The hyperphysics website attempts to create a web of physics topics to show how they are interrelated. It does a good job of listing off definitions and giving equations for each node, but it doesn’t guide you from a to b. If you just need a quick confirmation that you have the equation right, it’s a useful tool. But for learning things the first time around? Not so much.
What students need to get from one new idea to another is not a lot of name-dropping of things that they don’t know about. A huge list of topics to review isn’t helpful, except to the extent that it gives them a list of search terms to explore and shapes the kinds of questions that they might ask. To really teach requires a story. Instead of saying that “a and b are related,” you need to tell students how a and b are related, and why.
To create a “network of chemistry” that would be effective for a first-time learner, I would need to write a series of nodes explaining each topic, and also a series of interconnected narratives that makes a seamless transition from one topic to the next. Like a gigantic crossword puzzle, the nodes would need to be placed in exactly the right places to overlap with the same idea in another narrative journey. It would be an incredibly difficult project: you’d need to tell every story from every angle so that they converge on a single idea at common points, but you’d have to preserve the continuity when coming at that central idea from different directions. And, you’d have to keep the narrative flow and the structural integrity of each story along the way.
When I talked about this idea with students, I used the metaphor of walking through a forest. In class, we walk on a small collection of well-marked trails. When the students first start to study a particular kind of problem, they cling to just one path and memorize exactly how everything looks along the way, until every rock and tree becomes familiar. And then, mean person that I am, I pick them up and plop them down on another path walking through the same forest, but coming at the same clearing from a slightly different direction. The rocks look different from this angle, and the trees aren’t quite the same, either. There might be something familiar about it, but things are in different places and it’s hard to recognize exactly where they are. They’ve only achieved mastery when they can recognize the same topic from any angle.

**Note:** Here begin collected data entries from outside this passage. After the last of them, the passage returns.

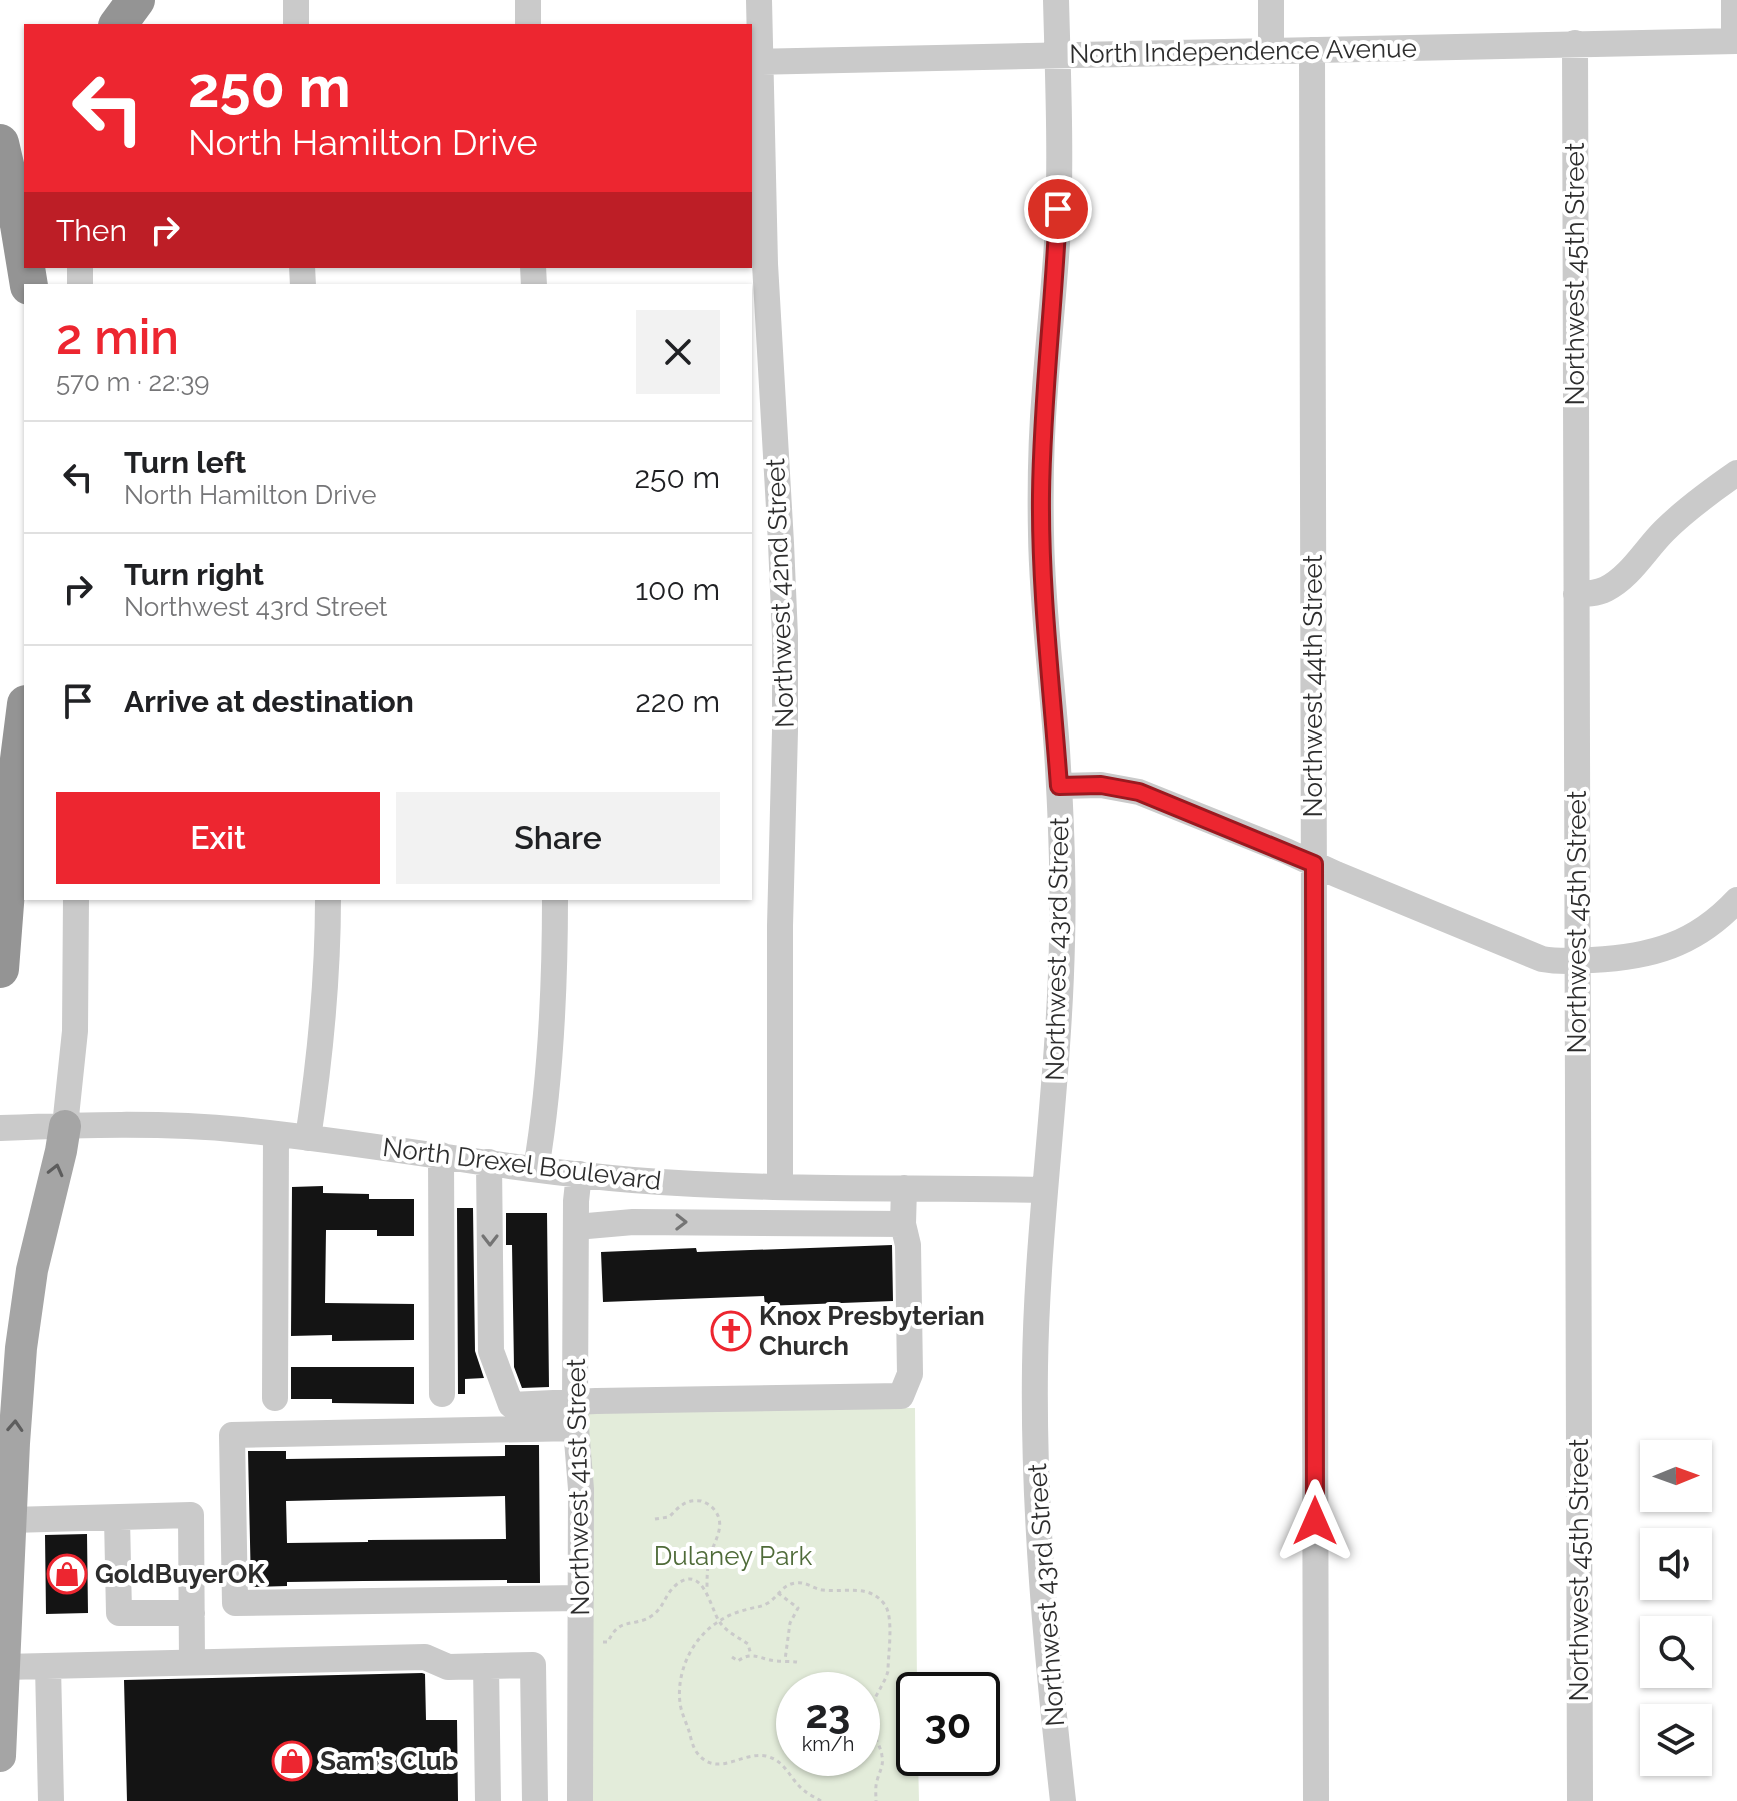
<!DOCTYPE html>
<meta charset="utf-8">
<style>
body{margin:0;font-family:Raleway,sans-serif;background:#f2f2f2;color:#202124;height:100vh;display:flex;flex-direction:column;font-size:30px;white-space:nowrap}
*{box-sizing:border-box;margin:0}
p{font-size:26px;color:#757577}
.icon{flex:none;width:44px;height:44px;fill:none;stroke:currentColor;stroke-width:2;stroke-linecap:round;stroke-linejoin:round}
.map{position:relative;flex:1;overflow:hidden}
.drawer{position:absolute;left:24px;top:284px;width:728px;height:616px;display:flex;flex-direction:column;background:#fff;border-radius:0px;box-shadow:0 2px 6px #0004}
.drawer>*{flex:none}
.top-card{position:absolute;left:24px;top:24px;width:728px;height:244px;border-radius:0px;box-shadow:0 2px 6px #0004;background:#ed2630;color:#fff;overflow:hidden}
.needle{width:52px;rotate:89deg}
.tools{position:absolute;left:1640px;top:1440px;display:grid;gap:16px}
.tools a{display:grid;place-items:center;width:72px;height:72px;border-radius:0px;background:#fff;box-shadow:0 2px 6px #0004;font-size:40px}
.speed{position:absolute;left:776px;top:1672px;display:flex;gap:16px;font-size:40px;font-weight:700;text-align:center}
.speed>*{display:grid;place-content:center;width:104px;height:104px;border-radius:50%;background:#fff;box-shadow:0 2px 6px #0004;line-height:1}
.speed small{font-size:20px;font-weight:400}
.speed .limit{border:4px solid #111;border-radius:12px;background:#fff;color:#111}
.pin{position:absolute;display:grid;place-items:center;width:68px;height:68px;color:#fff;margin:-34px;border:4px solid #fff;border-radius:50%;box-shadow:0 2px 8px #0007}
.me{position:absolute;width:88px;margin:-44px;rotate:0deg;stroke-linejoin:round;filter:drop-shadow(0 0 6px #0008)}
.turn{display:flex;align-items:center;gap:28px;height:168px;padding:0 32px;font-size:36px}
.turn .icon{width:104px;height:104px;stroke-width:2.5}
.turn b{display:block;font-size:56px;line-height:68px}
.then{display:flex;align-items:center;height:76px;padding:0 32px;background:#0003;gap:16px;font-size:30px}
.round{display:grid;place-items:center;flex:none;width:84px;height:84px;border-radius:0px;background:#f2f2f2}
.summary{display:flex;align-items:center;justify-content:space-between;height:136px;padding:0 32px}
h1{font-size:48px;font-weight:600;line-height:60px;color:#ed2630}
.button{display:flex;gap:16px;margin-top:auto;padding:16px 32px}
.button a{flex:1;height:92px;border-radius:0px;background:#ed2630;color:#fff;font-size:32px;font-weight:600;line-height:92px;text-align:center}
.button a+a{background:#f2f2f2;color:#202124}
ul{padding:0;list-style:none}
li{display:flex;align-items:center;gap:24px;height:112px;padding:0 32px;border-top:2px solid #e0e0e0}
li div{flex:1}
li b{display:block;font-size:30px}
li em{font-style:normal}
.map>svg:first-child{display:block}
.green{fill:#e3ecda;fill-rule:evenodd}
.building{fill:#141414;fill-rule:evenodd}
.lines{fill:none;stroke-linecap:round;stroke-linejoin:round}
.path{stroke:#cacaca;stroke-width:3;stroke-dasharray:4 4;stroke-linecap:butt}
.minor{stroke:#cacaca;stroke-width:26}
.major{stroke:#a5a5a5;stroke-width:32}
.highway{stroke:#949494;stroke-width:38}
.oneway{stroke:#5d5d5d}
.oneway2{stroke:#747474}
.route-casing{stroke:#9a191f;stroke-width:20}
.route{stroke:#ed2630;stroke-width:14}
.labels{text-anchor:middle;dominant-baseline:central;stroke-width:8;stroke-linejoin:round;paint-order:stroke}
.street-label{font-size:26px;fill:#2d2d2d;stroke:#fff}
.poi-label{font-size:26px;font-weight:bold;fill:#2d2d2d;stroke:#fff;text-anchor:start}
.park-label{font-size:26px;fill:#4f6b39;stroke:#fff}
</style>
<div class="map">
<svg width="1737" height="1801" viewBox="0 0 1737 1801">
<rect width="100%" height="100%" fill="#fff"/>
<path class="green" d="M915,1408L917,1690H914V1758H918L919,1801H590L585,1412ZM794,1690H862V1758H794Z"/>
<path class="building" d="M323,1186V1193L369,1194V1199H414V1236H377V1230H326L325,1303L414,1304V1340L332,1341V1335L291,1336L292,1187Z
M457,1208H473L475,1351L484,1378L465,1379V1394H458Z
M506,1213H547L549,1387L522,1388L514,1367L512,1245H506Z
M892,1245L893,1301L765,1306L764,1296L603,1302L601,1252L696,1248L697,1252Z
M291,1367H414V1404L332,1403V1399H291Z
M505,1445H539L540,1583H507V1580L363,1581L287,1582V1586L251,1587L248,1451H286V1459L505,1456ZM505,1496L506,1539L368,1540V1542L287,1543L286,1501Z
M87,1534L88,1613L46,1614L45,1535Z
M422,1673L425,1674L426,1720H457L458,1801H127L124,1680Z"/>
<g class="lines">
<path class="path" d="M655,1519L669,1517C679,1507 685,1499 701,1501C707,1503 712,1506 716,1512C726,1527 713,1543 709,1559C707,1570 707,1579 707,1590
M778,1593L798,1608L790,1623L785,1660
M603,1642H608C620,1615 633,1629 653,1615C664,1607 665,1594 676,1585C703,1563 710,1607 719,1621C726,1632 738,1637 748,1644L751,1655
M732,1657L738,1661C750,1652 757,1657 770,1660C778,1662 789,1661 797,1662
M821,1801C816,1798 810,1795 806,1792C790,1781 787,1761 766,1756C742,1751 718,1778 698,1754C693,1748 691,1739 689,1731C686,1722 681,1712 680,1703C676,1671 693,1636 721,1620C729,1615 739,1611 749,1609C755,1607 761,1607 766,1604C778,1598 781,1585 795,1583C806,1581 813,1589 823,1590C846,1593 869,1583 885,1605C894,1618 888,1655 888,1671C884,1686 872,1698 870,1713C867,1730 880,1741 882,1756C884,1766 879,1772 877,1781C875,1787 876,1795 876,1801"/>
<path class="minor" d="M528,0V26
M759,0L765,264L781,543L785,636V731L780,926V1186
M1056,0C1058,76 1061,151 1058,227C1055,281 1049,335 1045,389C1041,437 1040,486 1041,534C1042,607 1052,679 1057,751C1061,815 1064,878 1062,942C1059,1084 1037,1225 1035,1367C1033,1513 1047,1656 1063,1801
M1271,0V51
M1734,0V41
M296,26V0
M1575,43L1580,1801
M1312,50L1316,1801
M750,62L1737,41
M80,266V286
M302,266L303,286
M533,266L534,286
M1576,594C1586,594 1596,594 1606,589C1630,577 1645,550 1664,531C1686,509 1711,491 1737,473
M1059,786L1101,785L1139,792L1286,851L1336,874L1542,959C1559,962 1575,961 1592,960C1651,957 1695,945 1737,900
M65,1126L75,1031L76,898
M0,1128C81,1125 162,1122 242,1130C373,1143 502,1169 633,1180C770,1191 908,1187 1045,1190
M308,1138C320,1059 328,979 328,898
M441,1155L442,1394
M489,1162L491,1351L511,1405L596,1401L901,1396L910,1374L908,1245L903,1224L904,1188
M536,1169C551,1080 555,989 555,898
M579,1174L576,1201L575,1403L576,1428L581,1489L580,1801
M576,1227L633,1222L903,1224
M275,1398L276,1134
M576,1428L232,1435L235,1603L581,1598
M117,1518L119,1613H192
M11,1520L191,1515L192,1662
M48,1666L51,1801
M486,1666L488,1801
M4,1667L425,1657L448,1667L533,1665L535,1801"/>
<path class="major" d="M0,1756L14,1443L21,1348L32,1270L61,1151L65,1126"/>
<path class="highway" d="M117,26L136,0
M0,143L19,225L29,286
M0,891L10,831L26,704
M0,969L8,865"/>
</g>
<defs><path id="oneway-chevron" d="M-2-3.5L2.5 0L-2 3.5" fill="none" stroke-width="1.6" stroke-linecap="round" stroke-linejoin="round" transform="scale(2)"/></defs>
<g class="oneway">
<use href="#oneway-chevron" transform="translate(56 1170) rotate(-76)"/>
<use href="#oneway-chevron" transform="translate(15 1426) rotate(-87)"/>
</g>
<g class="oneway2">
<use href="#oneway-chevron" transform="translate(681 1222) rotate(1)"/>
<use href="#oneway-chevron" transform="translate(490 1240) rotate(90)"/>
</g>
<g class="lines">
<defs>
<path id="route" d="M1058,209C1054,305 1042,399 1041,495C1040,592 1052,689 1059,786L1101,785L1139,792L1314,864L1315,1521"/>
</defs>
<use href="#route" class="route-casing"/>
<use href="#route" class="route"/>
</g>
<defs>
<symbol id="church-ring" viewBox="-11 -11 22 22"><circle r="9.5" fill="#fff" stroke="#ed2630" stroke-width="1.5"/><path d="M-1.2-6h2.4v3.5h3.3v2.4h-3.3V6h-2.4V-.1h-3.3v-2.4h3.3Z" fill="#ed2630"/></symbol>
<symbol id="shop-ring" viewBox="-11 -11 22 22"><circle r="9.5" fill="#fff" stroke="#ed2630" stroke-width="1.5"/><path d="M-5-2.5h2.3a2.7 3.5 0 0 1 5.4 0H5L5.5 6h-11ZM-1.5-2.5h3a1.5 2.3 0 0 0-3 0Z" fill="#ed2630"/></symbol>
</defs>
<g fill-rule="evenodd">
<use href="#church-ring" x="709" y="1309" width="44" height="44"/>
<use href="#shop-ring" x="45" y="1552" width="44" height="44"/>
<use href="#shop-ring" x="270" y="1739" width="44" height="44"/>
</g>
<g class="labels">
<g class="street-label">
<text transform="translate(1243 51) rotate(-1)">North Independence Avenue</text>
<text transform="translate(1575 274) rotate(-90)">Northwest 45th Street</text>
<text transform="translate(780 593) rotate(-92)">Northwest 42nd Street</text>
<text transform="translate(1313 686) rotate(-90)">Northwest 44th Street</text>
<text transform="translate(1577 922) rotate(-90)">Northwest 45th Street</text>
<text transform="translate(1057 949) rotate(-89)">Northwest 43rd Street</text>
<text transform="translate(522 1164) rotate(7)">North Drexel Boulevard</text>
<text transform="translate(578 1487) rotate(-91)">Northwest 41st Street</text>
<text transform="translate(1579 1570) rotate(-90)">Northwest 45th Street</text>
<text transform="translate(1046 1595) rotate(-94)">Northwest 43rd Street</text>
</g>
<g class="poi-label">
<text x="759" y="1316">Knox Presbyterian<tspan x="759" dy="30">Church</tspan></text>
<text x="95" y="1574">GoldBuyerOK</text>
<text x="320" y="1761">Sam's Club</text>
</g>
<g class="park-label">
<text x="733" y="1556">Dulaney Park</text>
</g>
</g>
</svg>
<div class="tools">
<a><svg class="needle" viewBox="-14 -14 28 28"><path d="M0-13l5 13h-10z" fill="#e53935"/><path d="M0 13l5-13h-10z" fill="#757577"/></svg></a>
<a><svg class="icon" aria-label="sound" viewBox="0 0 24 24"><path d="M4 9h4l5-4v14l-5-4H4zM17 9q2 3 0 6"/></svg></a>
<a><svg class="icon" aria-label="search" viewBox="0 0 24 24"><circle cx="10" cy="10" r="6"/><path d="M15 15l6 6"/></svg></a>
<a><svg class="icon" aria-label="layers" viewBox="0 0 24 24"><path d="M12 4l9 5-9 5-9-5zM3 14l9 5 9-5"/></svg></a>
</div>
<div class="speed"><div>23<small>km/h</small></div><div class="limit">30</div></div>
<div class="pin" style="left:1058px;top:209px;background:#d93025"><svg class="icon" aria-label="arrive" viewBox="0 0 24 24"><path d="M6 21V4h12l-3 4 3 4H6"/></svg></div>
<svg class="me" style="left:1315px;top:1521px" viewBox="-20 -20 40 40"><path d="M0-17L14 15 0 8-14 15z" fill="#ed2630" stroke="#fff" stroke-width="4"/></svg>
<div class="top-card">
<div class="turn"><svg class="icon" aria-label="left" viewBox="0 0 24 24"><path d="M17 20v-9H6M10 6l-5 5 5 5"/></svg><div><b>250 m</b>North Hamilton Drive</div></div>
<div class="then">Then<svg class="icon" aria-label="right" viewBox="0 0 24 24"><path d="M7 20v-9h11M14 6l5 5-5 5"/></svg></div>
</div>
<section class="drawer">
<div class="summary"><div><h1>2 min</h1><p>570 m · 22:39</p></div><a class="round"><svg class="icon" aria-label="close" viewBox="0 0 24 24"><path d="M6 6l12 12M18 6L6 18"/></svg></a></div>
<ul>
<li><svg class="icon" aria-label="left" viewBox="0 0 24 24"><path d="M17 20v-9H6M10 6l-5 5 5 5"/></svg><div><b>Turn left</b><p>North Hamilton Drive</p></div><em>250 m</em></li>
<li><svg class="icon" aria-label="right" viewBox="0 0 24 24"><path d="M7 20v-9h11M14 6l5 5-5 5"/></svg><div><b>Turn right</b><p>Northwest 43rd Street</p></div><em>100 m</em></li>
<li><svg class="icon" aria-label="arrive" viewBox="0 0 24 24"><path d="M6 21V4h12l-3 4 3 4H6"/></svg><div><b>Arrive at destination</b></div><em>220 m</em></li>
</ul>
<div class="button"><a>Exit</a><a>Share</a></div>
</section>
</div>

Experience is composed of two things: variety, and practice. A student can practice the same problem over and over until it’s completely memorized and have learned nothing. Walking the same path every time only teaches you about the path. To get a sense of the forest, you need to follow different narratives, and learn to see the same thing from different angles. My network of chemistry could simply be a map that shows students how many possible paths there are, but the students still need to walk along the different narrative threads and learn to recognize the forest for themselves.
Most network visualizations do a great job of telling you how many connections exist. They might even magically transport you from one node and plop you down in a completely different place. You might take it on faith that you can get from here to there because I said so, or because it’s on the map. But if you don’t recognize the landscape enough to realize you just passed the clearing you were heading for, you’re still just as lost as before.
Nodes and connectors aren’t enough. Human beings need coherent narratives to get from one place to the next. How do we build these narrative threads into a structure that generates real experience, rather than simply listing off a bunch of meaningless connections? How does a graphic go from name-dropper to story-teller, building out all the detail of how things interrelate, rather than just telling you who’s connected to whom?